> **AIM OF THE TASK**
Reproduce every line that appears below, precisely and completely.

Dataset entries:
/---

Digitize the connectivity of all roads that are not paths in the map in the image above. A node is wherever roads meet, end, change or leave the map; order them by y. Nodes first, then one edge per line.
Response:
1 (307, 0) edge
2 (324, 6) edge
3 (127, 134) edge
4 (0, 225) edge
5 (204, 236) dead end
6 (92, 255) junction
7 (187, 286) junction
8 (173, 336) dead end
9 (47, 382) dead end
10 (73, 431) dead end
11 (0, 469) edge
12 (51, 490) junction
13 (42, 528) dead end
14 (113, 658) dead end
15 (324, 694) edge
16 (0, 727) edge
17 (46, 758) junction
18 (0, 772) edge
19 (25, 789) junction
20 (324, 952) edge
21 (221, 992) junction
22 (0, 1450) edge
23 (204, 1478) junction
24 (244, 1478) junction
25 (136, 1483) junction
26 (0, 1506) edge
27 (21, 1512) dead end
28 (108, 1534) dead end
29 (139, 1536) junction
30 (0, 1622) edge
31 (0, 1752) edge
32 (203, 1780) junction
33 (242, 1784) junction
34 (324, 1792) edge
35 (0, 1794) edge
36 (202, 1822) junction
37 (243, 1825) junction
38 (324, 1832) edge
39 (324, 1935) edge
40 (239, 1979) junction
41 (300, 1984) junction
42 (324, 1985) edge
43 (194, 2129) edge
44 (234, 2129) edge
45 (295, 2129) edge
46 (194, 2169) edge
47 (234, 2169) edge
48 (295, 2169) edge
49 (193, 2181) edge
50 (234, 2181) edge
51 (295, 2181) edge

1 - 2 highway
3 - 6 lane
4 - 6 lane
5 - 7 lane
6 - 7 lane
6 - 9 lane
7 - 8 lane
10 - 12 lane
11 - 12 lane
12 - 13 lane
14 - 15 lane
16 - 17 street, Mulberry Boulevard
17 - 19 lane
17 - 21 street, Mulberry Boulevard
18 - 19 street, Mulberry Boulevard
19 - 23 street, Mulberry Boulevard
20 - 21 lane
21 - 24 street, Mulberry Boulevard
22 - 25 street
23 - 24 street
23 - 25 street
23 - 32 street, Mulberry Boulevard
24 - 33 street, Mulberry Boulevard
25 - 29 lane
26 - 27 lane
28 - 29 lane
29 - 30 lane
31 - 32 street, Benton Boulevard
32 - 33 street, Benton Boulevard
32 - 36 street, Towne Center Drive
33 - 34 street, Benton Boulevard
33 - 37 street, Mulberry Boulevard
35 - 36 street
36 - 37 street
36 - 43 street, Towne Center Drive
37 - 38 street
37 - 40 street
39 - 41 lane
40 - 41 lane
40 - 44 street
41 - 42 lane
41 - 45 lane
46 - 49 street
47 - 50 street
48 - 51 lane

\---

> **FINISHED EXERCISE**
Digitize the connectivity of all roads that are not paths in the map in the image above. A node is wherever roads meet, end, change or leave the map; order them by y. Nodes first, then one edge per line.
Response:
1 (307, 0) edge
2 (324, 6) edge
3 (127, 134) edge
4 (0, 225) edge
5 (204, 236) dead end
6 (92, 255) junction
7 (187, 286) junction
8 (173, 336) dead end
9 (47, 382) dead end
10 (73, 431) dead end
11 (0, 469) edge
12 (51, 490) junction
13 (42, 528) dead end
14 (113, 658) dead end
15 (324, 694) edge
16 (0, 727) edge
17 (46, 758) junction
18 (0, 772) edge
19 (25, 789) junction
20 (324, 952) edge
21 (221, 992) junction
22 (0, 1450) edge
23 (204, 1478) junction
24 (244, 1478) junction
25 (136, 1483) junction
26 (0, 1506) edge
27 (21, 1512) dead end
28 (108, 1534) dead end
29 (139, 1536) junction
30 (0, 1622) edge
31 (0, 1752) edge
32 (203, 1780) junction
33 (242, 1784) junction
34 (324, 1792) edge
35 (0, 1794) edge
36 (202, 1822) junction
37 (243, 1825) junction
38 (324, 1832) edge
39 (324, 1935) edge
40 (239, 1979) junction
41 (300, 1984) junction
42 (324, 1985) edge
43 (194, 2129) edge
44 (234, 2129) edge
45 (295, 2129) edge
46 (194, 2169) edge
47 (234, 2169) edge
48 (295, 2169) edge
49 (193, 2181) edge
50 (234, 2181) edge
51 (295, 2181) edge

1 - 2 highway
3 - 6 lane
4 - 6 lane
5 - 7 lane
6 - 7 lane
6 - 9 lane
7 - 8 lane
10 - 12 lane
11 - 12 lane
12 - 13 lane
14 - 15 lane
16 - 17 street, Mulberry Boulevard
17 - 19 lane
17 - 21 street, Mulberry Boulevard
18 - 19 street, Mulberry Boulevard
19 - 23 street, Mulberry Boulevard
20 - 21 lane
21 - 24 street, Mulberry Boulevard
22 - 25 street
23 - 24 street
23 - 25 street
23 - 32 street, Mulberry Boulevard
24 - 33 street, Mulberry Boulevard
25 - 29 lane
26 - 27 lane
28 - 29 lane
29 - 30 lane
31 - 32 street, Benton Boulevard
32 - 33 street, Benton Boulevard
32 - 36 street, Towne Center Drive
33 - 34 street, Benton Boulevard
33 - 37 street, Mulberry Boulevard
35 - 36 street
36 - 37 street
36 - 43 street, Towne Center Drive
37 - 38 street
37 - 40 street
39 - 41 lane
40 - 41 lane
40 - 44 street
41 - 42 lane
41 - 45 lane
46 - 49 street
47 - 50 street
48 - 51 lane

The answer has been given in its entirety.